Work task:
Every entry needs to be repeated exactly, with nothing left out.

(Dataset entries)

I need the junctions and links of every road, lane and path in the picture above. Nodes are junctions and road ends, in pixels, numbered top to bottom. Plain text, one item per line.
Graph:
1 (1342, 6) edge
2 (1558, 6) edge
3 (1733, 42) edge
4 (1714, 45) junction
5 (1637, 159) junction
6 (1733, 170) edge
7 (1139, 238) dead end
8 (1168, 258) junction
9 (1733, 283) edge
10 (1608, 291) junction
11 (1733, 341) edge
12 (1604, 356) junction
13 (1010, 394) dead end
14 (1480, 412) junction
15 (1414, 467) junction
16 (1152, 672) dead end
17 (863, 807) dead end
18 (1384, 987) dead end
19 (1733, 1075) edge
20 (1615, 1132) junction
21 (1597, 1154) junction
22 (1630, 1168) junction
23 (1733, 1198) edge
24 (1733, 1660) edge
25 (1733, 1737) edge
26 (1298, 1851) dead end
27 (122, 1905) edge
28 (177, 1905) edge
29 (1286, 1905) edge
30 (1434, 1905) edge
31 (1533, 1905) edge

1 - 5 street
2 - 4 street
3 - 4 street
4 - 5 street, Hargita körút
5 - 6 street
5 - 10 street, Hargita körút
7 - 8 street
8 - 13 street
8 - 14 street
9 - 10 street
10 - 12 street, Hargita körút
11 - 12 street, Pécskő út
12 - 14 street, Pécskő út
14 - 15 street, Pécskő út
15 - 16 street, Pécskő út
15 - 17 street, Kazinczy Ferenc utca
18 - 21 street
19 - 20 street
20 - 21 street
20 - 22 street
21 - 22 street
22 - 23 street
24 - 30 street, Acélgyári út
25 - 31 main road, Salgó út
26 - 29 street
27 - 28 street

Solution to this task:
I need the junctions and links of every road, lane and path in the picture above. Nodes are junctions and road ends, in pixels, numbered top to bottom. Plain text, one item per line.
Graph:
1 (1342, 6) edge
2 (1558, 6) edge
3 (1733, 42) edge
4 (1714, 45) junction
5 (1637, 159) junction
6 (1733, 170) edge
7 (1139, 238) dead end
8 (1168, 258) junction
9 (1733, 283) edge
10 (1608, 291) junction
11 (1733, 341) edge
12 (1604, 356) junction
13 (1010, 394) dead end
14 (1480, 412) junction
15 (1414, 467) junction
16 (1152, 672) dead end
17 (863, 807) dead end
18 (1384, 987) dead end
19 (1733, 1075) edge
20 (1615, 1132) junction
21 (1597, 1154) junction
22 (1630, 1168) junction
23 (1733, 1198) edge
24 (1733, 1660) edge
25 (1733, 1737) edge
26 (1298, 1851) dead end
27 (122, 1905) edge
28 (177, 1905) edge
29 (1286, 1905) edge
30 (1434, 1905) edge
31 (1533, 1905) edge

1 - 5 street
2 - 4 street
3 - 4 street
4 - 5 street, Hargita körút
5 - 6 street
5 - 10 street, Hargita körút
7 - 8 street
8 - 13 street
8 - 14 street
9 - 10 street
10 - 12 street, Hargita körút
11 - 12 street, Pécskő út
12 - 14 street, Pécskő út
14 - 15 street, Pécskő út
15 - 16 street, Pécskő út
15 - 17 street, Kazinczy Ferenc utca
18 - 21 street
19 - 20 street
20 - 21 street
20 - 22 street
21 - 22 street
22 - 23 street
24 - 30 street, Acélgyári út
25 - 31 main road, Salgó út
26 - 29 street
27 - 28 street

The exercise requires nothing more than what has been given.